Dataset records.

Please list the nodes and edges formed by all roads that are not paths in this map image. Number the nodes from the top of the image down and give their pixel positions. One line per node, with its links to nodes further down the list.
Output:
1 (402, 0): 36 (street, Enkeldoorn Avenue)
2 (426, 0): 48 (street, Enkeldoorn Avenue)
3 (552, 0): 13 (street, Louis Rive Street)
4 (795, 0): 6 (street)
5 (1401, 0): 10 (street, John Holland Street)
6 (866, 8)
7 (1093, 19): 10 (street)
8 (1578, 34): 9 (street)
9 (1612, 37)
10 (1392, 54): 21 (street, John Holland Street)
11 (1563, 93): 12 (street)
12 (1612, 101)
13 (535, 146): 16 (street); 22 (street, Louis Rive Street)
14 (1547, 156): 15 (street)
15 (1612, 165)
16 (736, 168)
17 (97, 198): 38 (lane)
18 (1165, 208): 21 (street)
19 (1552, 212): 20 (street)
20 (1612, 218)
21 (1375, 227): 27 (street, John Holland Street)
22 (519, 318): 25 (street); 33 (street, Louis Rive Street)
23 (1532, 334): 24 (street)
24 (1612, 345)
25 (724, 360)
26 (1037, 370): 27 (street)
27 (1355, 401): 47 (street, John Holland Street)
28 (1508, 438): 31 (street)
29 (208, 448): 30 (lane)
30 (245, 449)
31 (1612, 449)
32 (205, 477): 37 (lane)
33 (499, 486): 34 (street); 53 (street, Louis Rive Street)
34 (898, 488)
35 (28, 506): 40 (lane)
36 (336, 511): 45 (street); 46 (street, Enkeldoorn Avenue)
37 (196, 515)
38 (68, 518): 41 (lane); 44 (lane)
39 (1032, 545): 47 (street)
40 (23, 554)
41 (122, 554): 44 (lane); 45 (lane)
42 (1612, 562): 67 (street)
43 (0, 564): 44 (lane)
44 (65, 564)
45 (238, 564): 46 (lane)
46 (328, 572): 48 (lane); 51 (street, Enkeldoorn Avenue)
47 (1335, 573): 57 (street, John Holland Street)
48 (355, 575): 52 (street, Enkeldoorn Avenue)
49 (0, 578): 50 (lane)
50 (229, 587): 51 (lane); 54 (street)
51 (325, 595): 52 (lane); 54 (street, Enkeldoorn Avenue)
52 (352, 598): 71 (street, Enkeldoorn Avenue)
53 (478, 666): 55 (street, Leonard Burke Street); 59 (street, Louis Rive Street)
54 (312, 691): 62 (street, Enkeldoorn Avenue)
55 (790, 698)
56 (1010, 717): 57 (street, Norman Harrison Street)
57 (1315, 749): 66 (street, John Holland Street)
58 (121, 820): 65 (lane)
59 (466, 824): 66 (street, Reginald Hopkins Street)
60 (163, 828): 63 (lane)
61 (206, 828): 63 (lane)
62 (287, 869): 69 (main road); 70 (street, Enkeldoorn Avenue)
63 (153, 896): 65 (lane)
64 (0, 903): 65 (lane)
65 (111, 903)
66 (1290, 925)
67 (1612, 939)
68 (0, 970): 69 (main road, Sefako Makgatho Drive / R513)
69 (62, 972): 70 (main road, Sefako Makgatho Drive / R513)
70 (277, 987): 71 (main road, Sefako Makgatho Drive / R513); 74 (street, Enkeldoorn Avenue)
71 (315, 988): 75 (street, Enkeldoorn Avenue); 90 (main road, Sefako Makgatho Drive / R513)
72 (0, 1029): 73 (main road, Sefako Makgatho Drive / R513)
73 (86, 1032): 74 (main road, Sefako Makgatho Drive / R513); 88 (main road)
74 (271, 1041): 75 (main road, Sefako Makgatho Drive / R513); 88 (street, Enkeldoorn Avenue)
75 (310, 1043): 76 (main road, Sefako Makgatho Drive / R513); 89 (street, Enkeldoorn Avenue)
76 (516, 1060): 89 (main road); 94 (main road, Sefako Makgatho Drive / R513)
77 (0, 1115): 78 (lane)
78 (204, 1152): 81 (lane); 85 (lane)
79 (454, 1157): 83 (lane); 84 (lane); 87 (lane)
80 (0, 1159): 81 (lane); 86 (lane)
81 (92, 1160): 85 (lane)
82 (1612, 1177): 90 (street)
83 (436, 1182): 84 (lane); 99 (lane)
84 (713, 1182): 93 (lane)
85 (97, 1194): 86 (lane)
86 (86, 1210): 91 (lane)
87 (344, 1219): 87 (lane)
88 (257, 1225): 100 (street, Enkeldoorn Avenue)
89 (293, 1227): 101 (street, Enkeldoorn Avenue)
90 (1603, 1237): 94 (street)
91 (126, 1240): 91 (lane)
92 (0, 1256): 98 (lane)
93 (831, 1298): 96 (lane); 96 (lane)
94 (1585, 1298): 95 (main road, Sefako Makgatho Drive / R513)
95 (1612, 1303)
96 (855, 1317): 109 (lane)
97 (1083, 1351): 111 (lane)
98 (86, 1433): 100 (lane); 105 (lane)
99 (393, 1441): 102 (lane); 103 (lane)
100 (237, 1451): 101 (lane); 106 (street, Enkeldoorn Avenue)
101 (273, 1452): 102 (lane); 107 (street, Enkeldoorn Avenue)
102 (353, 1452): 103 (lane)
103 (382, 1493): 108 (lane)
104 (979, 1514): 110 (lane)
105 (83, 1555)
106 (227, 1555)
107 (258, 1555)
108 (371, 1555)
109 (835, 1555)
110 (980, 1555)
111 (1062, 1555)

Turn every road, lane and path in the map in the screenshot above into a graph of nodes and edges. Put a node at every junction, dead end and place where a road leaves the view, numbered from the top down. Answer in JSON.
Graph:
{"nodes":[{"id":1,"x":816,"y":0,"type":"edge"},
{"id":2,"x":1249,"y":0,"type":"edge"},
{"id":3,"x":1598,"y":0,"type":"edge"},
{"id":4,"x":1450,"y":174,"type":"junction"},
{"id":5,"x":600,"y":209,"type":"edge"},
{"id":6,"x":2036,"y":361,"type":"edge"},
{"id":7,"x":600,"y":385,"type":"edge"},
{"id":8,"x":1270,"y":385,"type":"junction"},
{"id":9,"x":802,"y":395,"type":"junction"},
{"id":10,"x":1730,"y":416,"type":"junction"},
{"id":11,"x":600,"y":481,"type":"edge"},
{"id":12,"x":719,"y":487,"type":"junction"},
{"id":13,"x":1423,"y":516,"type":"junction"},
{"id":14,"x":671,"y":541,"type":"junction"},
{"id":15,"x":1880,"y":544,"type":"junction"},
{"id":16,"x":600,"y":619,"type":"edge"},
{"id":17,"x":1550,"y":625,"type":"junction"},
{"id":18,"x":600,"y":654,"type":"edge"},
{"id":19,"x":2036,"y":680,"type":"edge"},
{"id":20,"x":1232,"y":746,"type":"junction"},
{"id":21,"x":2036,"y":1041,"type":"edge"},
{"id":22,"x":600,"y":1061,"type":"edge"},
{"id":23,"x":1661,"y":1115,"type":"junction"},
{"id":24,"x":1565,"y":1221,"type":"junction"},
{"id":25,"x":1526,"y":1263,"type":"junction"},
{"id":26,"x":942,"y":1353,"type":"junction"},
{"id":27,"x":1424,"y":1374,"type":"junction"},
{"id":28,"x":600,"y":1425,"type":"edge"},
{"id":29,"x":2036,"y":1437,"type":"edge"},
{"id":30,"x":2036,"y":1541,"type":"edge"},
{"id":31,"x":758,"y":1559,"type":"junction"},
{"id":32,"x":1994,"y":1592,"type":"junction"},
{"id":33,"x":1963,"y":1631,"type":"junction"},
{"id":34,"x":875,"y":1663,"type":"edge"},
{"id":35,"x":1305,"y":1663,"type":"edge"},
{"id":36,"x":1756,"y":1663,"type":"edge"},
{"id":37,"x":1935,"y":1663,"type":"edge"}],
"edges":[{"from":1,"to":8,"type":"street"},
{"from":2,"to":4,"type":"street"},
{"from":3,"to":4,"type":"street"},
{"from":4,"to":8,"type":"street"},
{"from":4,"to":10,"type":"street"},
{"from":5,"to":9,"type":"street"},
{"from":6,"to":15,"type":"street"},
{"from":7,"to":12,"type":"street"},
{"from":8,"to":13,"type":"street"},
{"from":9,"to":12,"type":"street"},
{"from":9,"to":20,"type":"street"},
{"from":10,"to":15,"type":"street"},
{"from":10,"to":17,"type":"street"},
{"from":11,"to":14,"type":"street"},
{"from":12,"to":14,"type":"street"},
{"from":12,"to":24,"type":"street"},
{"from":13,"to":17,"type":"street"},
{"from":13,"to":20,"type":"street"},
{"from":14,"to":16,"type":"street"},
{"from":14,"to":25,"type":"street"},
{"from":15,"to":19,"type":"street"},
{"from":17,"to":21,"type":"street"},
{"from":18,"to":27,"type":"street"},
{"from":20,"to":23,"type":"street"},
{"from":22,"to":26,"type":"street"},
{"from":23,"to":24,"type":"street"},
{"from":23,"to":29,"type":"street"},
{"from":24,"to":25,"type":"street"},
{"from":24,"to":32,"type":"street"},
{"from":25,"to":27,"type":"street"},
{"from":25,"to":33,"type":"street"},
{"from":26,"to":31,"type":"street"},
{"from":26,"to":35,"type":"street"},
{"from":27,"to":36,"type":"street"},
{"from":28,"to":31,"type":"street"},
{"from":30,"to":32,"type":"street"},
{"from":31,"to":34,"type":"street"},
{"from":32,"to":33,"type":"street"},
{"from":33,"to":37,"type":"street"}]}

Work instructions. Show each line of the listing that holds the string "edges".

Result.
Please list the nodes and edges formed by all roads that are not paths in this map image. Number the nodes from the top of the image down and give their pixel positions. One line per node, with its links to nodes further down the list.
Turn every road, lane and path in the map in the screenshot above into a graph of nodes and edges. Put a node at every junction, dead end and place where a road leaves the view, numbered from the top down. Answer in JSON.
"edges":[{"from":1,"to":8,"type":"street"},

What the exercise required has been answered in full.